Quel est le pitch de l’Épreuve de Marivaux ? Ça raconte l’histoire d’un type qui s’appelle Lucidor. Il vient d’acheter une maison à la campagne pour fuir la vie parisienne. En arrivant, il tombe malade et amoureux d’Angélique, la fille de la gouvernante qui le soigne. Une fois rétabli, il se pose la question de savoir si la jeune fille l’aime pour ce qu’il est ou pour ce qu’il représente d’argent et d’héritage. Il met en place une épreuve pour tester cet amour…

Quelle est donc cette épreuve ? Pour le savoir, il faut venir au Théâtre Mansart.

Tu as la trentaine, on s’attendrait que tu rempiles avec un texte contemporain mais tu choisis de monter un auteur classique. Étrange, non ? J’avais envie de me confronter à cette langue-là, écrite au 18ème. Ça m’intriguait de voir comment on pouvait tordre un classique, comment on peut faire un peu péter les coutures, les faire craquer. Je ne voulais pas pour autant tout dynamiter et faire du contemporain avec un texte classique, mais faire arriver ce texte vers nous, aujourd’hui.

Comment as-tu choisi tes acteurs ? La distribution a été faite avec des fidélités et des rencontres. Je ne cherchais pas spécialement des acteurs qui colleraient à une idée des personnages mais je réfléchissais au groupe qui serait en scène, avec l’idée d’une famille d’acteurs.

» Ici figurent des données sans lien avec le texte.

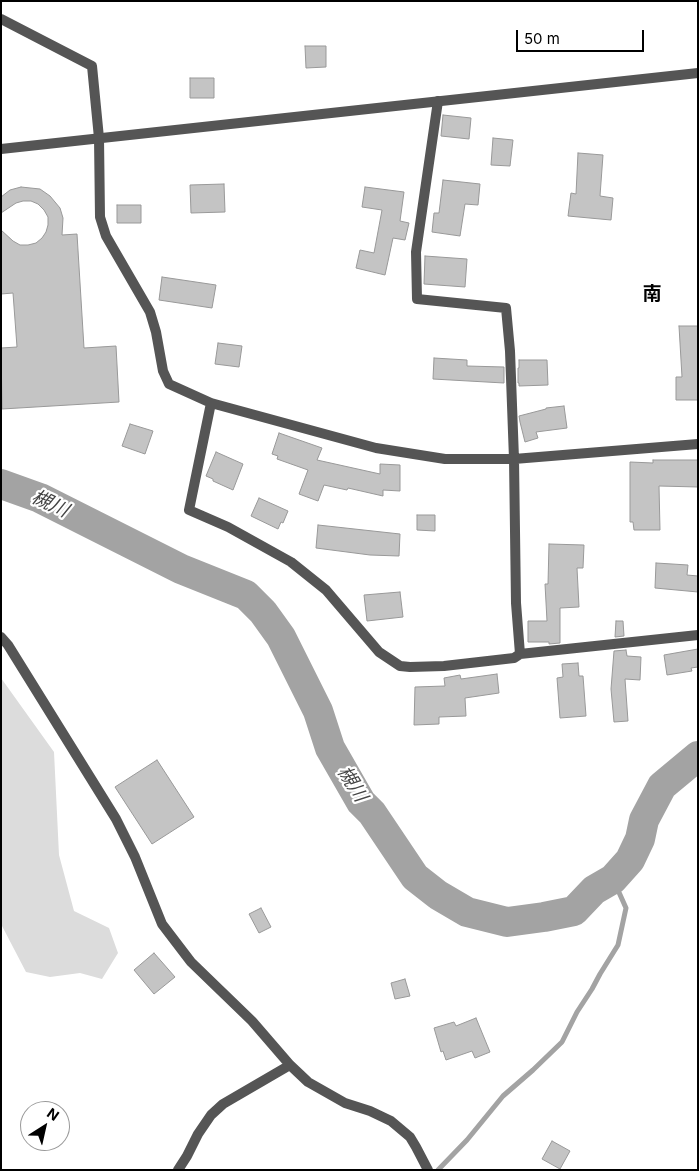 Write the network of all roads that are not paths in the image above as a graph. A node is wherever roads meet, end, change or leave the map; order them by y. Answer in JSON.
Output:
{"nodes":[{"id":1,"x":1,"y":19,"type":"edge"},
{"id":2,"x":698,"y":73,"type":"edge"},
{"id":3,"x":438,"y":101,"type":"junction"},
{"id":4,"x":99,"y":138,"type":"junction"},
{"id":5,"x":1,"y":149,"type":"edge"},
{"id":6,"x":211,"y":403,"type":"junction"},
{"id":7,"x":698,"y":444,"type":"edge"},
{"id":8,"x":514,"y":459,"type":"junction"},
{"id":9,"x":698,"y":635,"type":"edge"},
{"id":10,"x":1,"y":636,"type":"edge"},
{"id":11,"x":520,"y":654,"type":"junction"},
{"id":12,"x":290,"y":1065,"type":"junction"},
{"id":13,"x":178,"y":1170,"type":"edge"},
{"id":14,"x":428,"y":1170,"type":"edge"}],
"edges":[{"from":1,"to":4,"type":"street"},
{"from":2,"to":3,"type":"street"},
{"from":3,"to":4,"type":"street"},
{"from":3,"to":8,"type":"street"},
{"from":4,"to":5,"type":"street"},
{"from":4,"to":6,"type":"street"},
{"from":6,"to":8,"type":"street"},
{"from":6,"to":11,"type":"street"},
{"from":7,"to":8,"type":"street"},
{"from":8,"to":11,"type":"street"},
{"from":9,"to":11,"type":"street"},
{"from":10,"to":12,"type":"street"},
{"from":12,"to":13,"type":"street"},
{"from":12,"to":14,"type":"street"}]}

Autre chose d’étrange, on entend les Stooges dans la bande son de ton spectacle ! J’utilise souvent des chansons ou des morceaux de rock des années 70 ou 80. Je fais une fixette sur cette période. C’est un truc avec ma génération. Si on peut ne pas s’entendre sur des morceaux du répertoire actuel, on se fédère sur ces classiques, comme le I Wanna Be Your Dog des Stooges.

Tu as choisis le Stooges sur son titre, c’est aussi une variante du jeu amoureux écrit par Marivaux ? À l’endroit où il est placé, oui. C’est une proposition faite par Christophe Pierron pendant les répétitions. Un comédien a fait une tentative sur une scène qu’on travaillait et Christophe m’a suggéré d’utiliser ce morceau. Ça a propulsé Guillaume, le comédien, et la scène s’en est trouvée renforcée. Ça permet, là aussi, de tendre les coutures de la facture classique de la pièce, d’être là où on nous attend le moins.

Des éléments de décor sont manipulés au plateau et produisent du son, c’est volontaire ? Oui. C’est un aspect technique qui rythme le spectacle avec des sons un peu stridents, un peu métalliques. Ça vient hacher le discours des comédiens, et nous évitent de tomber dans le réalisme.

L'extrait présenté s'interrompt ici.